The incident report dated 05/12/2021, where resident 1 (R1) attempted to take a bottle of Melatonin. R1 told a neighbor that they took the bottle of pills and that they didn't even fall asleep. The neighbor took R1 to their spouse and they reported the incident to Fran the Clinic Manager. The spouse made an appointment the with the therapist the same day. After the appointment they didn't keep R1 so the spouse took R1 to the emergency room on 05/12/2021- 05/14/2021. R1 was released in the evening of 05/14/2021 back to the facility. The hospital ordered home health for R1.
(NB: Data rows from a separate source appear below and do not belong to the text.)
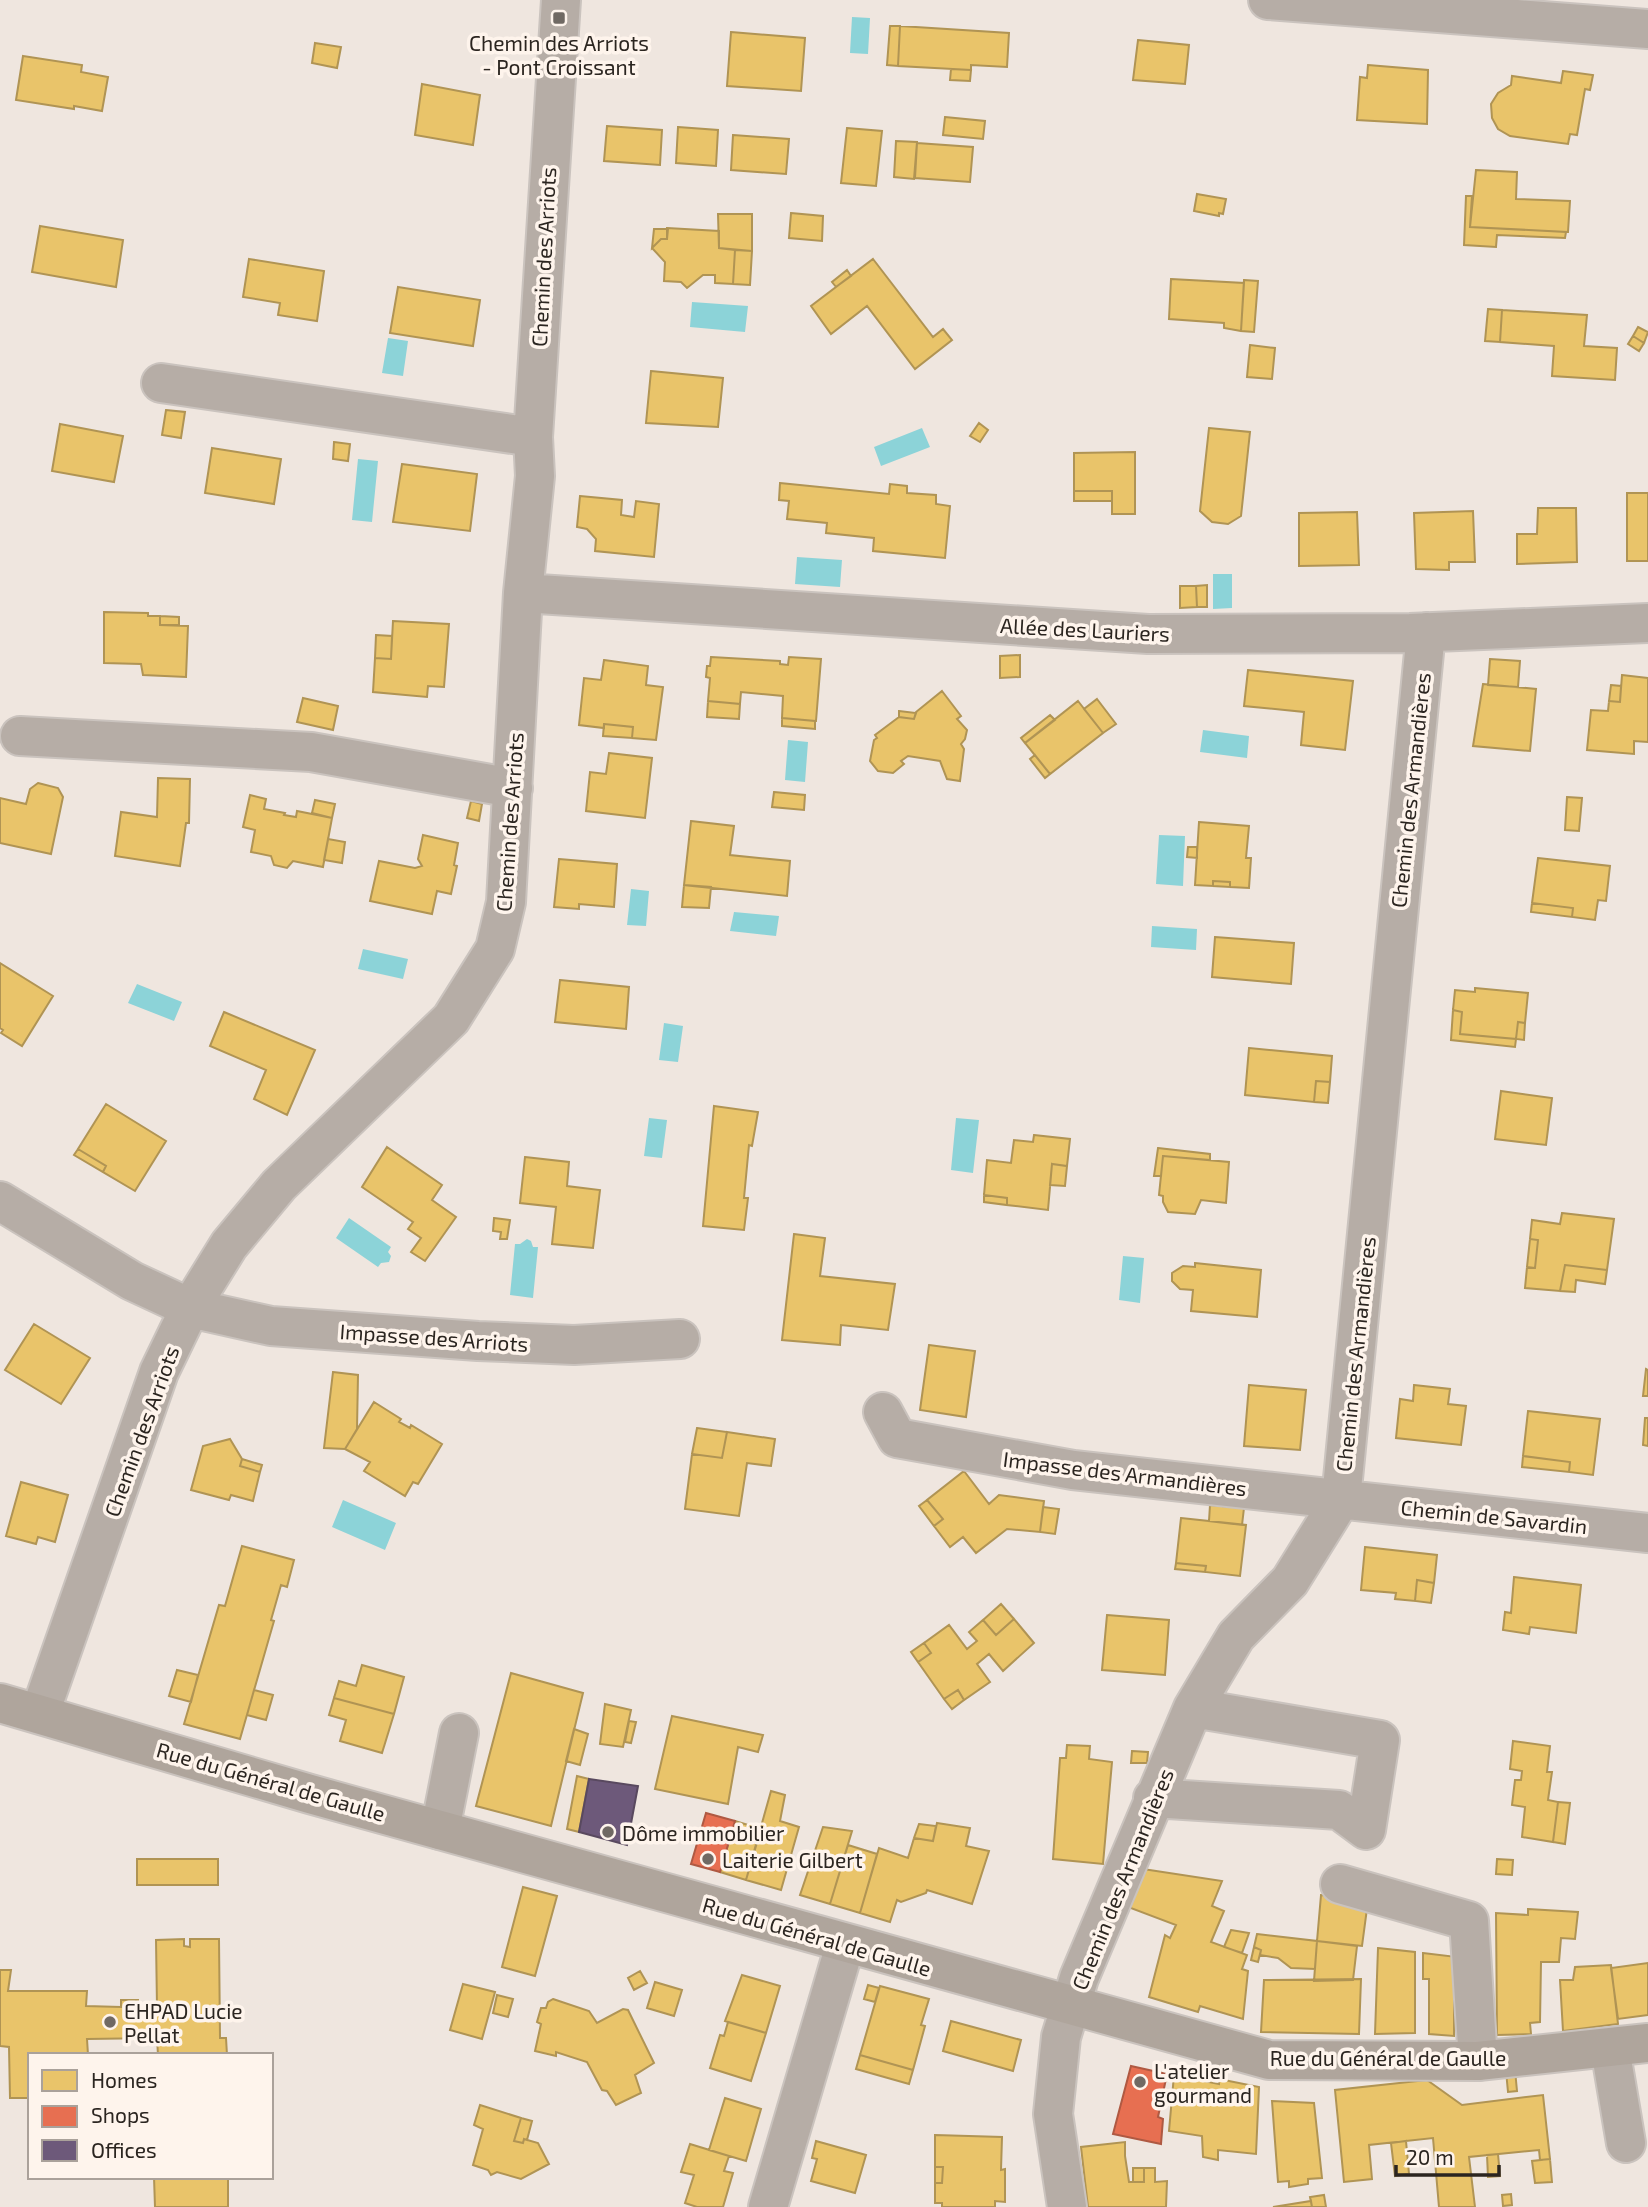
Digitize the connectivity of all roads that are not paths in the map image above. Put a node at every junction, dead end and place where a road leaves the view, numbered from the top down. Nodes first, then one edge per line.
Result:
1 (561, 0) edge
2 (1268, 0) edge
3 (1497, 8) edge
4 (1648, 29) edge
5 (162, 383) dead end
6 (533, 437) junction
7 (523, 593) junction
8 (1648, 623) edge
9 (1426, 632) junction
10 (20, 736) dead end
11 (513, 788) junction
12 (0, 1201) edge
13 (190, 1308) junction
14 (680, 1339) dead end
15 (883, 1412) dead end
16 (1341, 1499) junction
17 (1648, 1533) edge
18 (0, 1703) edge
19 (1193, 1708) junction
20 (40, 1713) junction
21 (459, 1733) dead end
22 (1153, 1798) junction
23 (440, 1830) junction
24 (1340, 1885) dead end
25 (845, 1945) junction
26 (1070, 2006) junction
27 (1648, 2043) edge
28 (1610, 2048) junction
29 (1478, 2061) junction
30 (1626, 2143) dead end
31 (768, 2207) edge
32 (1067, 2207) edge

1 - 6 street, Chemin des Arriots
2 - 3 street
3 - 4 street
5 - 6 street
6 - 7 street, Chemin des Arriots
7 - 9 street, Allée des Lauriers
7 - 11 street, Chemin des Arriots
8 - 9 street, Allée des Lauriers
9 - 16 street, Chemin des Armandières
10 - 11 street
11 - 13 street, Chemin des Arriots
12 - 13 street, Impasse des Arriots
13 - 14 street, Impasse des Arriots
13 - 20 street, Chemin des Arriots
15 - 16 street, Impasse des Armandières
16 - 17 street, Chemin de Savardin
16 - 19 street, Chemin des Armandières
18 - 20 main road, Rue du Général de Gaulle
19 - 22 street, Chemin des Armandières
19 - 22 street
20 - 23 main road, Rue du Général de Gaulle
21 - 23 street
22 - 26 street, Chemin des Armandières
23 - 25 main road, Rue du Général de Gaulle
24 - 29 street
25 - 26 main road, Rue du Général de Gaulle
25 - 31 street
26 - 29 main road, Rue du Général de Gaulle
26 - 32 street, Chemin des Armandières
27 - 28 main road, Rue du Général de Gaulle
28 - 29 main road, Rue du Général de Gaulle
28 - 30 street

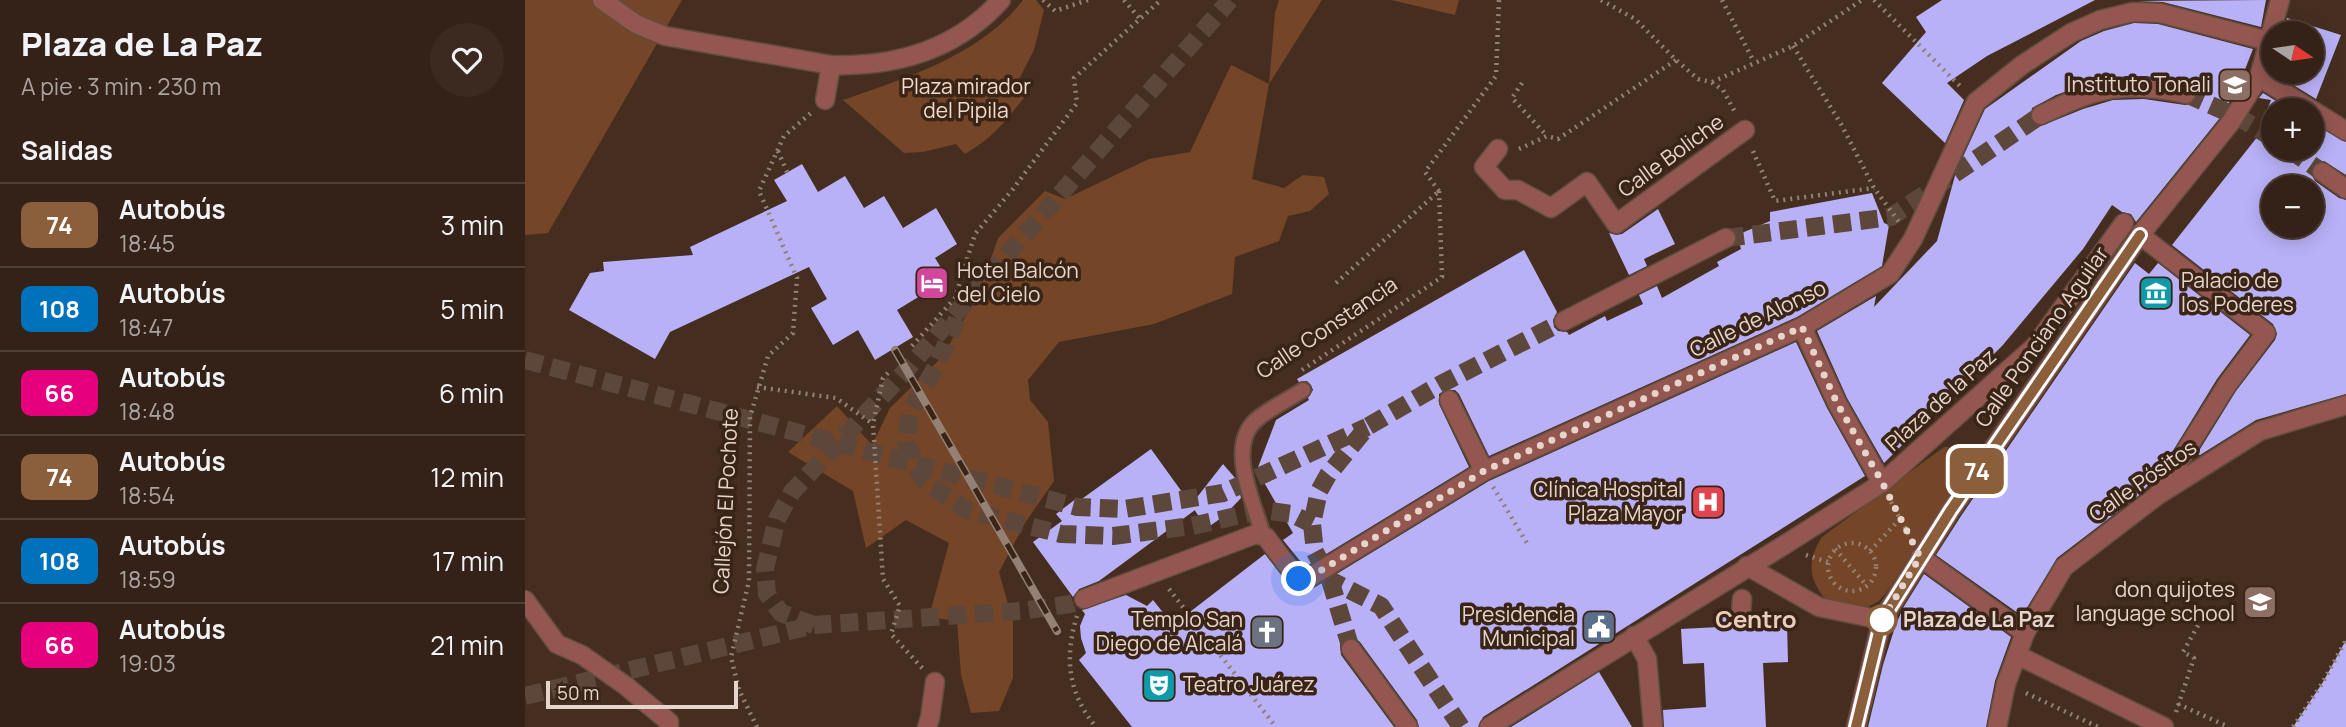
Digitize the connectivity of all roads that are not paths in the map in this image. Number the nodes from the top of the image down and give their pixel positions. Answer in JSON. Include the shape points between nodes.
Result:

There were no deficiencies observed during the visit.

An exit interview was conducted with Ron Almario, Assisted Living Director and a copy of this report along with the Licensee Rights (LIC 9058 FAS 01/16) was emailed to Ron via email; an email read receipt confirms receipt of these rights.
SUPERVISORS NAME: Simon Jacob
LICENSING EVALUATOR NAME: Tiffany Holmes
LICENSING EVALUATOR SIGNATURE: DATE: 05/18/2021
I acknowledge receipt of this form and understand my licensing appeal rights as explained and received.
FACILITY REPRESENTATIVE SIGNATURE: DATE: 05/18/2021
This report must be available at Child Care and Group Home facilities for public review for 3 years.